(Redirected from Golgotha
Calvary (Golgotha) is the English-language name given to the hill outside Jerusalem on which Jesus was crucified according to Christian tradition. Calvaria in Latin, Κρανιου Τοπος (Kraniou Topos) in Greek and Gûlgaltâ in Aramaic all mean 'skull', referring to a hill or plateau containing a pile of skulls or to a geographic feature resembling a skull.
Calvary is mentioned in all four of the accounts of Jesus' crucifixion in the Christian canonical Gospels:
- And they came to a place called Golgotha, which is called the Place of the Skull.
- And they took him up to the place Golgotha, which is translated Place of the Skull.
- Then they came up to the place called Skull.
- And carrying his cross by himself, he went out to the so-called Place of the Skull, which is called in 'Hebrew' Golgotha.
Luke's Gospel does not give the local, Aramaic name, Golgotha. John's somewhat incorrectly labels the name as 'Hebrew', indicating the 'language of the Hebrews', which was Aramaic at that time.
The New Testament describes Calvary as close to Jerusalem (John 19:20), and outside of its walls (Hebrews 13:12). This is in accordance with Jewish tradition, as Jesus was also buried near to the place of his execution.
Roman emperor Constantine the Great built the Church of the Holy Sepulchre on what was thought to be the location of Calvary in 336. The church is now within Jerusalem's Old City Walls, but was probably beyond them at the time in question. Inside the church is a pile of rock about 3 m high, believed to be what now remains visible of Calvary.
In 1885, Charles George Gordon suggested a different location for Calvary. The Garden Tomb is to the north of the Holy Sepulchre, located outside of the modern Damascus Gate , in a place of burial certainly in the Byzantine period. The Garden has an earthen cliff that contains two large sunken holes that people say to be the eyes of the skull.
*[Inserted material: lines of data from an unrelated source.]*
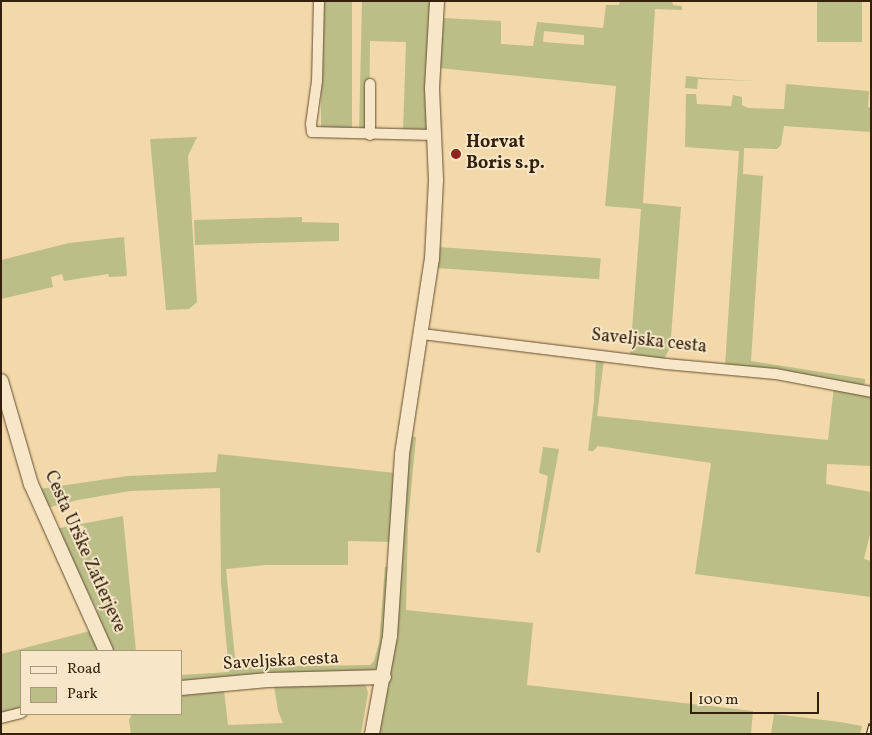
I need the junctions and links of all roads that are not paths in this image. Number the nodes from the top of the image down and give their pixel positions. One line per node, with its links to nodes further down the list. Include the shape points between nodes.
1 (319, 1): 4 (street, via 317,81 310,129 317,133)
2 (437, 1): 5 (street, via 432,73)
3 (370, 84): 4 (street)
4 (370, 134): 5 (street)
5 (434, 135): 6 (street, via 434,232)
6 (422, 334): 8 (street, Saveljska cesta, via 776,374); 10 (street, via 402,462 394,610)
7 (1, 381): 9 (street, Cesta Urške Zatlerjeve, via 31,484)
8 (871, 392)
9 (106, 650)
10 (384, 677): 11 (street, Saveljska cesta, via 268,680); 14 (street)
11 (182, 688)
12 (20, 713): 13 (street)
13 (1, 718)
14 (372, 734)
The name Calvary often refers to sculptures or pictures representing the scene of the crucifixion of Jesus, or a small wayside shrine incorporating such a picture. It also can be used to describe larger, more monument-like constructions, essentially artificial hills often built by devotees.
Churches in various Christian denominations have been named Calvary. The name is also sometimes given to cemeteries, especially those associated with the Catholic Church.
Note: the name should not be confused with cavalry (horsemen).